# TO DO:
Return only the number of lines in the entries below that hold the word "ÉBANO".

= = = =

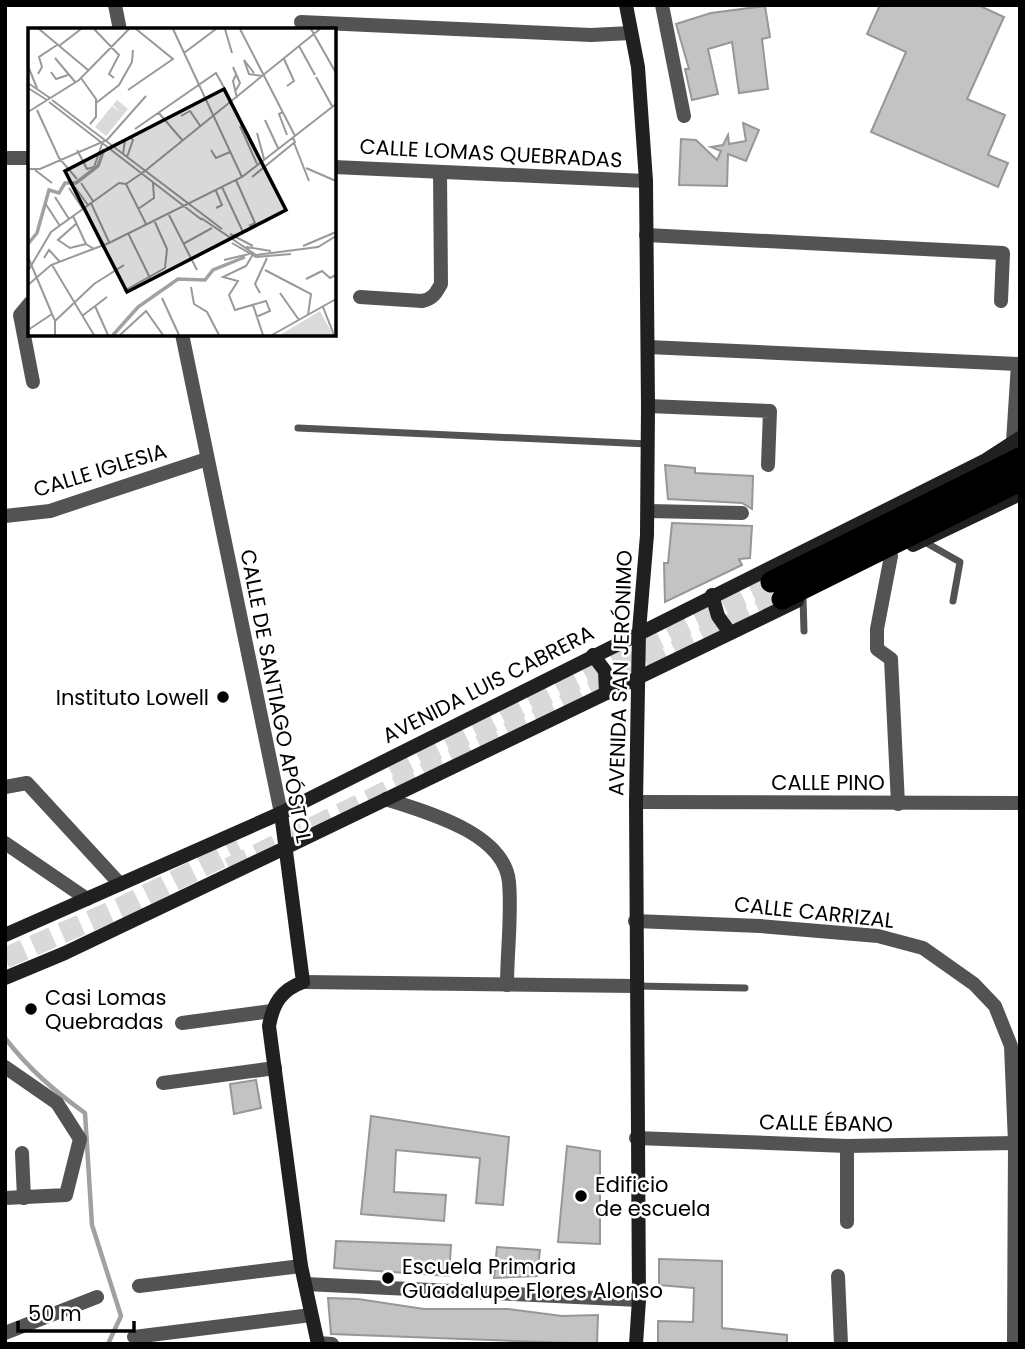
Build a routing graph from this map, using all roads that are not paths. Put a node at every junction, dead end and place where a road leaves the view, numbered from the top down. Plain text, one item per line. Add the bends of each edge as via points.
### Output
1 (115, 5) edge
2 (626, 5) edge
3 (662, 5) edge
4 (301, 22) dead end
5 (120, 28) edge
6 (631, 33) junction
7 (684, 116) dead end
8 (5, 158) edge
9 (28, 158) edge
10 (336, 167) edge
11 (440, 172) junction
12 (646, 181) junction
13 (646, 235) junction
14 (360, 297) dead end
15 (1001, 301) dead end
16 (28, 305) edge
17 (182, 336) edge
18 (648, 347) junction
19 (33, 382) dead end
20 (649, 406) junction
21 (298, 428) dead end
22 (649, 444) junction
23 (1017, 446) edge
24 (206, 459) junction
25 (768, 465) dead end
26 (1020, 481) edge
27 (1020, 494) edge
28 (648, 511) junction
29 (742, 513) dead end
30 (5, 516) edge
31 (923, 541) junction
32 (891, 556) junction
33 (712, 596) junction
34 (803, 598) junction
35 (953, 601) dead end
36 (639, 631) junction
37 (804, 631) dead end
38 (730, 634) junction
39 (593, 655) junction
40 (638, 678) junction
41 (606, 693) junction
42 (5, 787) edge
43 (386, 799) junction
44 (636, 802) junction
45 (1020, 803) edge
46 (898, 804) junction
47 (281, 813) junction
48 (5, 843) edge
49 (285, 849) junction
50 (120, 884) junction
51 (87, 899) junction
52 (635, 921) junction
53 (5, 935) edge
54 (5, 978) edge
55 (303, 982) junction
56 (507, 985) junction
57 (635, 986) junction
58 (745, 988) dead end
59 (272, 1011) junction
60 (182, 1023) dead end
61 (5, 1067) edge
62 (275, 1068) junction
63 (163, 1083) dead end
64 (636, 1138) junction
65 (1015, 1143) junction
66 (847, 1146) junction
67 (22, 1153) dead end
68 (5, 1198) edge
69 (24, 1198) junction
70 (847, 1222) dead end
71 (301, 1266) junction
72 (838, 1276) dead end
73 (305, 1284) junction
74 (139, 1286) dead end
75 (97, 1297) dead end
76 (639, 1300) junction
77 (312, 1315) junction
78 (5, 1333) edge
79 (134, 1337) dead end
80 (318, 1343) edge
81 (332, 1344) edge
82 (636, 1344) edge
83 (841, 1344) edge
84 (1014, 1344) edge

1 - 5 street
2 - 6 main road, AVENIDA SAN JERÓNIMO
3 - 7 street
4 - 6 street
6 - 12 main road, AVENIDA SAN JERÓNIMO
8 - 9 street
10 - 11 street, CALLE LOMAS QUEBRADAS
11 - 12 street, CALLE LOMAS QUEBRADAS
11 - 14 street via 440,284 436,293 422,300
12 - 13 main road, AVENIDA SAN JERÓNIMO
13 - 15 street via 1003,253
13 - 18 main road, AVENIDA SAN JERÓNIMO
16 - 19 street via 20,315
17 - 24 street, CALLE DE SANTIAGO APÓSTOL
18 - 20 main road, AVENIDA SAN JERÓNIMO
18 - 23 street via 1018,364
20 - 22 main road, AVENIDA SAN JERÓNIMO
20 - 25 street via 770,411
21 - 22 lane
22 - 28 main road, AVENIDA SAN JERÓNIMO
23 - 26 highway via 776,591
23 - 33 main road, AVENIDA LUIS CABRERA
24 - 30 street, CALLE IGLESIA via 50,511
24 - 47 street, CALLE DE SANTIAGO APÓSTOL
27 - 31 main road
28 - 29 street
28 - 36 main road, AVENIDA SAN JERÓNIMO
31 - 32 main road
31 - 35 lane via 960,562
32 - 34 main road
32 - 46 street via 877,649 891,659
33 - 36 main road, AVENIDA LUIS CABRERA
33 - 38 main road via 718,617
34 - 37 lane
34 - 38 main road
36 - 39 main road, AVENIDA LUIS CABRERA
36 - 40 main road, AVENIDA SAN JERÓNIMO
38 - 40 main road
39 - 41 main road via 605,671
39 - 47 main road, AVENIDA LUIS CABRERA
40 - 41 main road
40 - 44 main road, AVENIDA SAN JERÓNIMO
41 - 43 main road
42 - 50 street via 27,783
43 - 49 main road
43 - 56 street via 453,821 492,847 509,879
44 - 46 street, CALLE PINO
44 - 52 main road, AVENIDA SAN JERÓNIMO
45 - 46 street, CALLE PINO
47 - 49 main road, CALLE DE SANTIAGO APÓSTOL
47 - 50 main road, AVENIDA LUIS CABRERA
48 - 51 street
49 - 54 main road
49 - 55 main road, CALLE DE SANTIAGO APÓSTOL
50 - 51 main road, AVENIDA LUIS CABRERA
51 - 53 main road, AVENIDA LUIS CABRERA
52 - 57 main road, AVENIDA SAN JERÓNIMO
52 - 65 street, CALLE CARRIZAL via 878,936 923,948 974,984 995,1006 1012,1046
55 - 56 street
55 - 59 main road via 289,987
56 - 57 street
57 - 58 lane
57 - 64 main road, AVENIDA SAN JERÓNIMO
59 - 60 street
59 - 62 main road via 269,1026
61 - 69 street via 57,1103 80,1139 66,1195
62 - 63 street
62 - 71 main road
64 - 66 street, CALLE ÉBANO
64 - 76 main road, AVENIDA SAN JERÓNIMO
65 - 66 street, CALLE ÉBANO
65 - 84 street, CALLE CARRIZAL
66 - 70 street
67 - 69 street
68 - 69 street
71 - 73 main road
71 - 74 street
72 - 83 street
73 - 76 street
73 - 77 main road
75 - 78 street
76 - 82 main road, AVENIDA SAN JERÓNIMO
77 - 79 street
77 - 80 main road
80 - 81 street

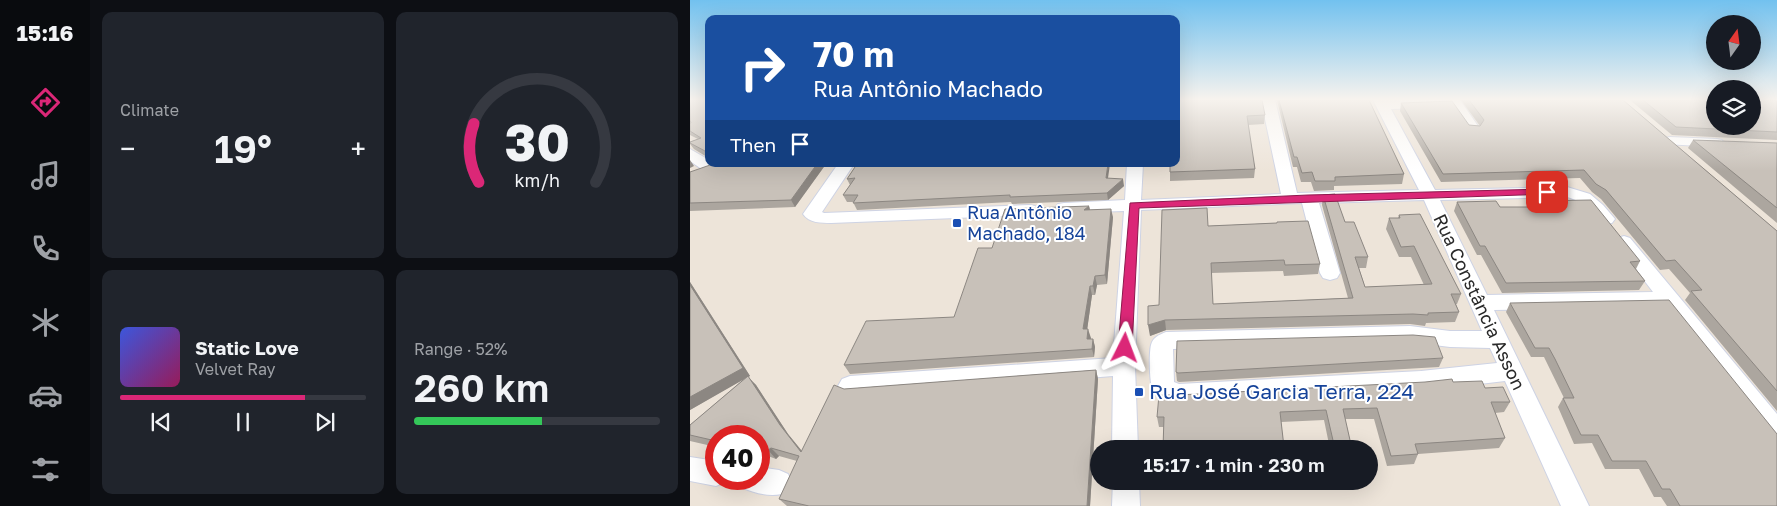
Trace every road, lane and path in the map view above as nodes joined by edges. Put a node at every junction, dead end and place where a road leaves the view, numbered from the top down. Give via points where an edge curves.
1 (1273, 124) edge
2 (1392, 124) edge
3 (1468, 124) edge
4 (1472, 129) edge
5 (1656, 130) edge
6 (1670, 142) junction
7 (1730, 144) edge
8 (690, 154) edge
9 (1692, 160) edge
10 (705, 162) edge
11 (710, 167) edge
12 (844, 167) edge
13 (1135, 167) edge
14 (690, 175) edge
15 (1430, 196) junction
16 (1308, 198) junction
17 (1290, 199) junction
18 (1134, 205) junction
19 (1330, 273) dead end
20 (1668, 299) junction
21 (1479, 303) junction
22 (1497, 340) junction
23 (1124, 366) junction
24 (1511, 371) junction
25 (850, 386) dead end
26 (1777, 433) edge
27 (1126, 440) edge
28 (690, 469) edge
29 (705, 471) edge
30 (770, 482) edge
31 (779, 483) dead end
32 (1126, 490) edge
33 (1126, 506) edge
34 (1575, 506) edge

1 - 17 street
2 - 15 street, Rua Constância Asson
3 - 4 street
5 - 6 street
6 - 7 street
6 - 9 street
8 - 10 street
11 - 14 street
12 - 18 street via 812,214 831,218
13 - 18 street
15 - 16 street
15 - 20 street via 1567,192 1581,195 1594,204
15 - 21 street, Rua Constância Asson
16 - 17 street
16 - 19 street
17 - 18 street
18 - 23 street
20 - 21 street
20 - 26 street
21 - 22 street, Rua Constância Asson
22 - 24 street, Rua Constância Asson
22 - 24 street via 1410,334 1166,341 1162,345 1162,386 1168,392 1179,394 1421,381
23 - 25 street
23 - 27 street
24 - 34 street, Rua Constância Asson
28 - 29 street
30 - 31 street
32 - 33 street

= = = =

# RESPONSE TO THE TASK:
2